LXXIII. – «Si je n'avais point d'yeux, si je n'avais que des oreilles, mes oreilles adoreraient cette beauté invisible et intérieure; ou si j'étais sourde, tes charmes extérieurs toucheraient en moi tout ce qu'il y a de sensible. Quoique sans yeux et sans oreilles pour voir ou pour entendre, je t'aimerais encore rien qu'en te touchant.

LXXIV. – «Suppose maintenant que le sens du toucher me soit ravi; que je ne puisse ni voir, ni entendre, ni toucher, qu'il ne me reste que l'odorat; mon amour pour toi n'en serait pas moins vif, car de la distillerie de ton adorable visage sort une haleine parfumée qui excite l'amour par l'odorat.

LXXV. – «Mais quel banquet n'offrirais-tu pas au goût puisque tu nourris et alimentes les quatre autres sens? ne désireraient-ils pas que le festin fût éternel, en ordonnant au soupçon de fermer la porte à double tour, de peur que la jalousie, cet hôte sombre et mal venu, ne se glissât parmi eux pour troubler la fête?»

LXXVI. – Encore une fois s'ouvrit le portique couleur de rubis qui avait déjà donné passage aux doux accents de son discours: semblable à une aurore rougeâtre qui prédit toujours le naufrage aux marins, la tempête aux campagnes, les regrets aux pasteurs, la désolation aux oiseaux, le vent et les bourrasques aux troupeaux et aux bergers.

LXXVII. – Prudemment elle observe ce sinistre présage. De même que le vent se tait avant la pluie, que le loup entr'ouvre les dents avant de hurler, que la baie se fend avant de faire tache, ou comme la balle meurtrière d'un fusil, ce qu'il allait dire la frappe avant qu'il eût parlé.

LXXVIII. – Elle tombe par le seul effet de son regard; car les regards tuent l'amour, et l'amour ressuscite par des regards: un sourire guérit la blessure produite par des sourcils froncés. Heureuse faillite que celle qui enrichit ainsi l'amour! Le pauvre enfant, croyant qu'elle est morte, presse ses joues pâles jusqu'à leur rendre leur vermillon.

LXXIX. – Tout étonné, il renonce à sa première intention, qui était de la réprimander vertement; ce que prévint l'astucieux amour. Honneur à la ruse qui sut si bien la protéger! car elle reste étendue sur le gazon, comme si elle était morte, jusqu'à ce que le souffle d'Adonis la rappelle à la vie.

LXXX. – Il lui serre le nez, la frappe sur les joues, plie ses doigts, lui presse l'artère, réchauffe ses lèvres, et cherche mille moyens pour réparer le mal qu'ont causé ses duretés. Il lui donne un baiser: volontiers elle ne se relèverait plus pourvu qu'il l'embrasse encore.

LXXXI. – A cette nuit de chagrin succède le jour: elle entr'ouvre doucement ses deux fenêtres bleues, semblables au soleil lorsqu'à son éclatant retour il charme le matin et console l'univers. De même que le brillant soleil embellit le ciel, l'oeil de Vénus illumine son visage.

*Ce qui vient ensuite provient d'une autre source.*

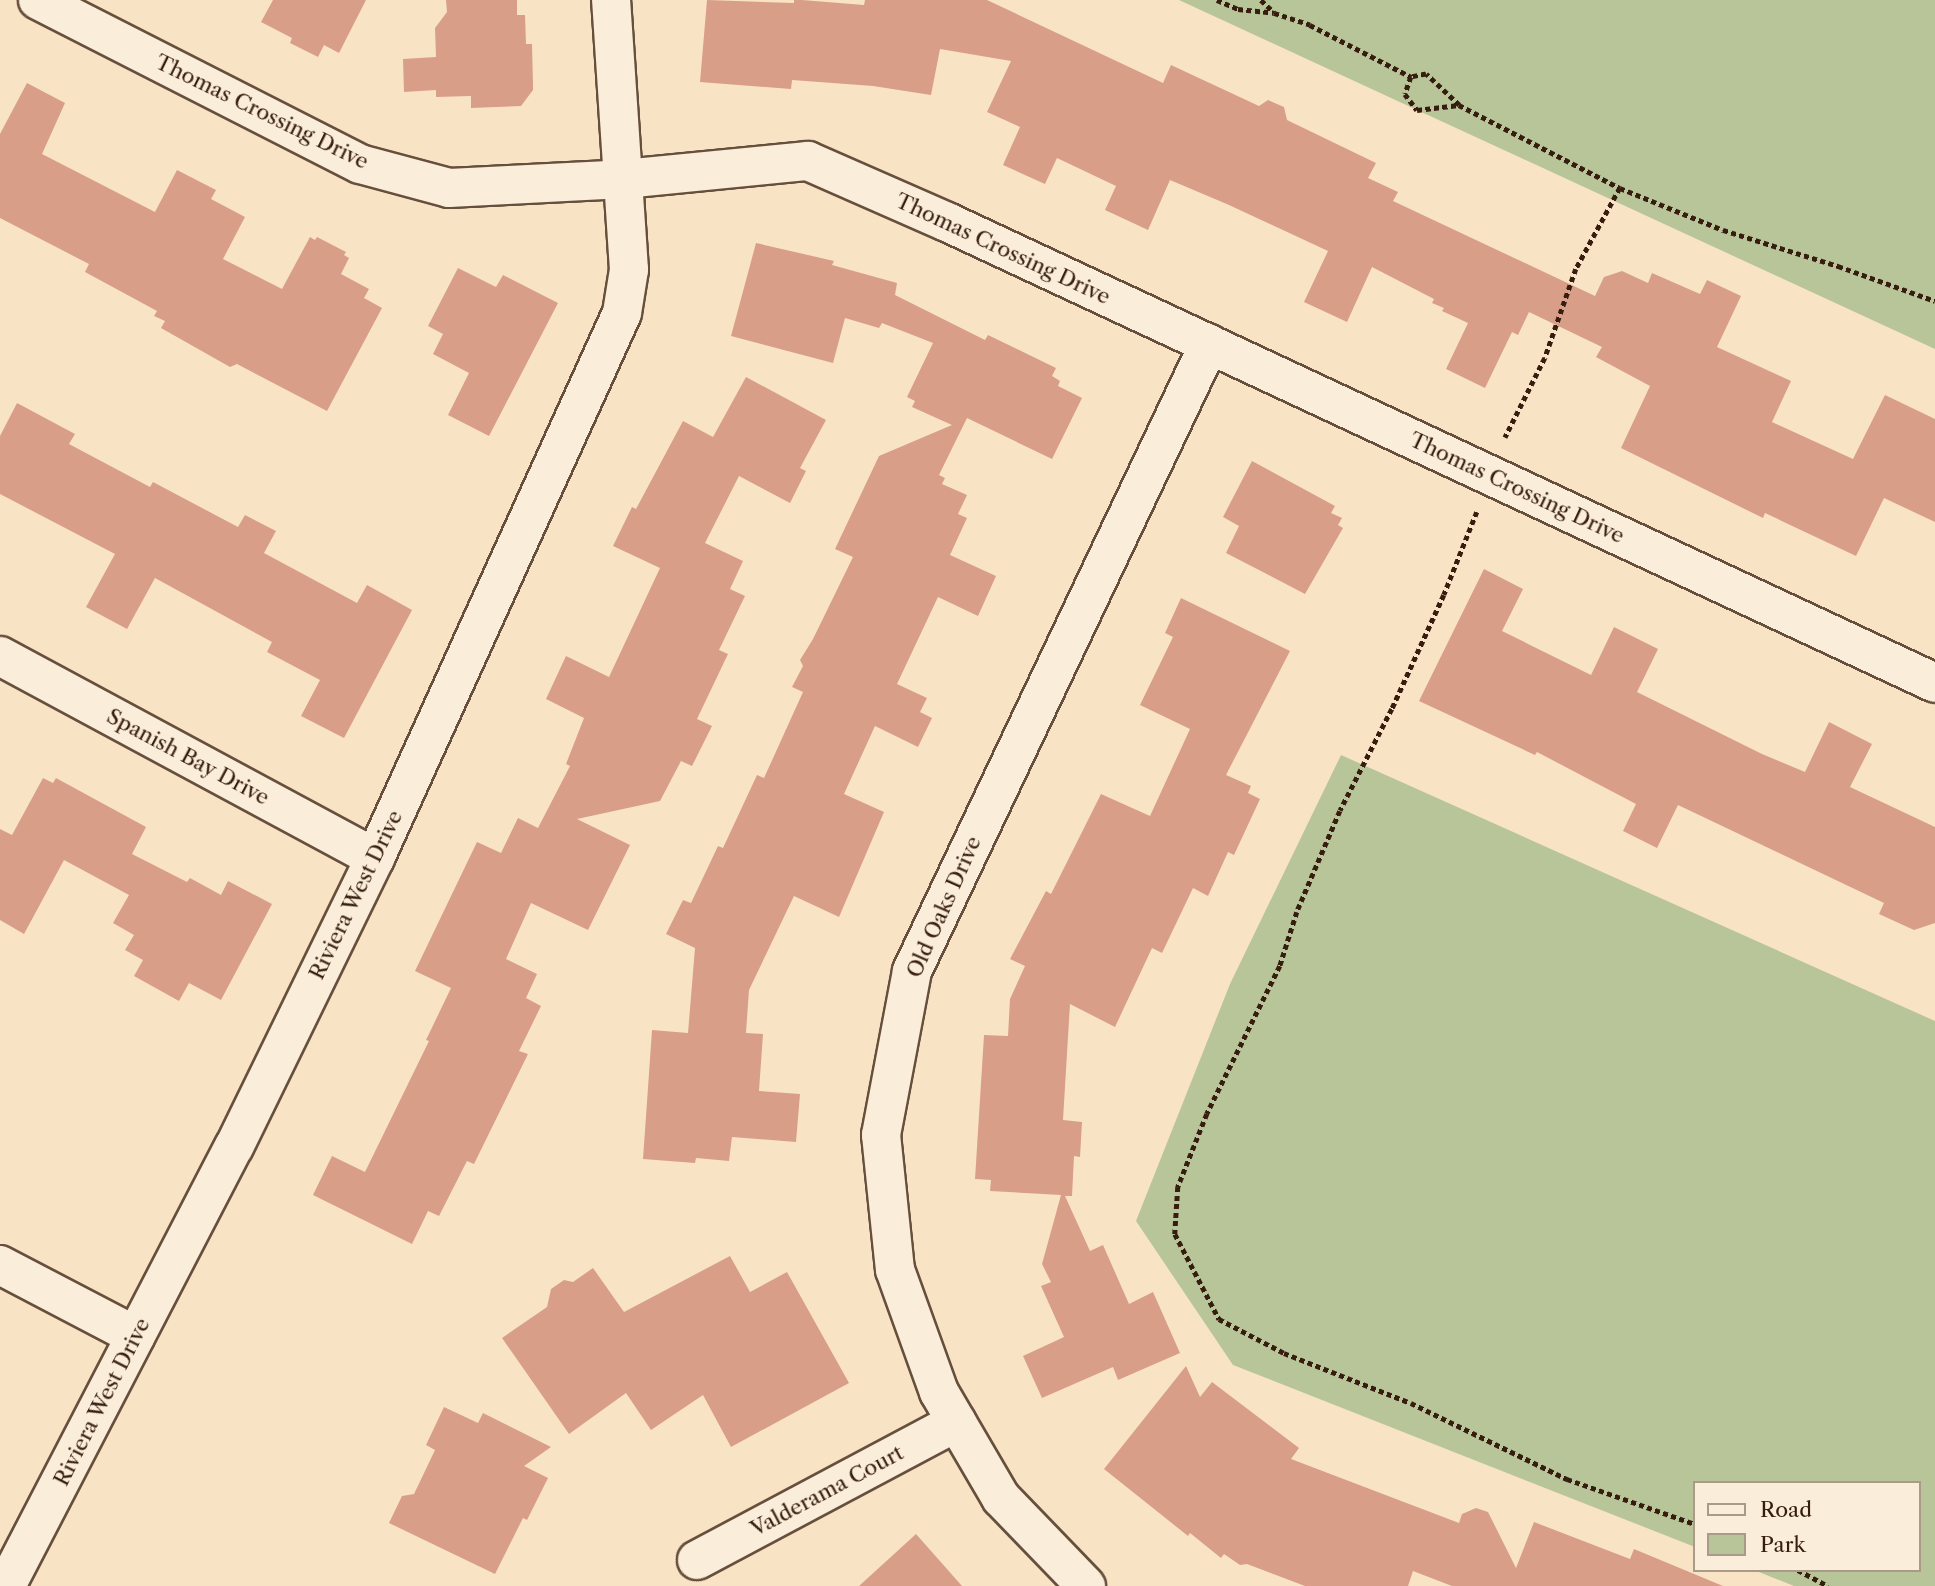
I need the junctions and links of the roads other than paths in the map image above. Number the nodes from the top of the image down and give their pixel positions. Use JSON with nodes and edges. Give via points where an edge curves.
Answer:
{"nodes":[{"id":1,"x":38,"y":0,"type":"edge"},
{"id":2,"x":611,"y":0,"type":"edge"},
{"id":3,"x":624,"y":179,"type":"junction"},
{"id":4,"x":1209,"y":344,"type":"junction"},
{"id":5,"x":0,"y":656,"type":"edge"},
{"id":6,"x":1935,"y":683,"type":"edge"},
{"id":7,"x":375,"y":858,"type":"junction"},
{"id":8,"x":0,"y":1265,"type":"edge"},
{"id":9,"x":136,"y":1336,"type":"junction"},
{"id":10,"x":957,"y":1422,"type":"junction"},
{"id":11,"x":697,"y":1560,"type":"dead end"},
{"id":12,"x":6,"y":1586,"type":"edge"},
{"id":13,"x":1086,"y":1586,"type":"edge"}],
"edges":[{"from":1,"to":3,"type":"street","name":"Thomas Crossing Drive","via":[[360,164],[449,188]]},
{"from":2,"to":3,"type":"street","name":"Riviera West Drive"},
{"from":3,"to":4,"type":"street","name":"Thomas Crossing Drive","via":[[808,161]]},
{"from":3,"to":7,"type":"street","name":"Riviera West Drive","via":[[629,270],[622,313]]},
{"from":4,"to":6,"type":"street","name":"Thomas Crossing Drive"},
{"from":4,"to":10,"type":"street","name":"Old Oaks Drive","via":[[912,971],[881,1135],[895,1270],[939,1392]]},
{"from":5,"to":7,"type":"street","name":"Spanish Bay Drive"},
{"from":7,"to":9,"type":"street","name":"Riviera West Drive"},
{"from":8,"to":9,"type":"street"},
{"from":9,"to":12,"type":"street","name":"Riviera West Drive"},
{"from":10,"to":11,"type":"street","name":"Valderama Court"},
{"from":10,"to":13,"type":"street","name":"Old Oaks Drive","via":[[1001,1498]]}]}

LXXXII. – Elle en tourne les rayons sur son visage sans barbe comme s'il lui empruntait tout son éclat. Jamais quatre astres aussi beaux n'auraient été réunis, si Adonis n'avait voilé les siens, en abaissant ses sourcils: mais ceux de Vénus, qui brillaient à travers le cristal de ses larmes, resplendissaient comme la lune réfléchie dans l'eau pendant la nuit.

LXXXIII. – «Où suis-je donc?? dit-elle; sur la terre ou dans le ciel? Suis-je dans l'Océan ou dans le feu? quelle heure est-il? est-ce le matin ou le soir fatigué? suis-je ravie de mourir, ou désiré-je la vie? Tout à l'heure je vivais, et ma vie était assurée contre la mort! tout à l'heure je mourais, et la mort m'était un ravissement!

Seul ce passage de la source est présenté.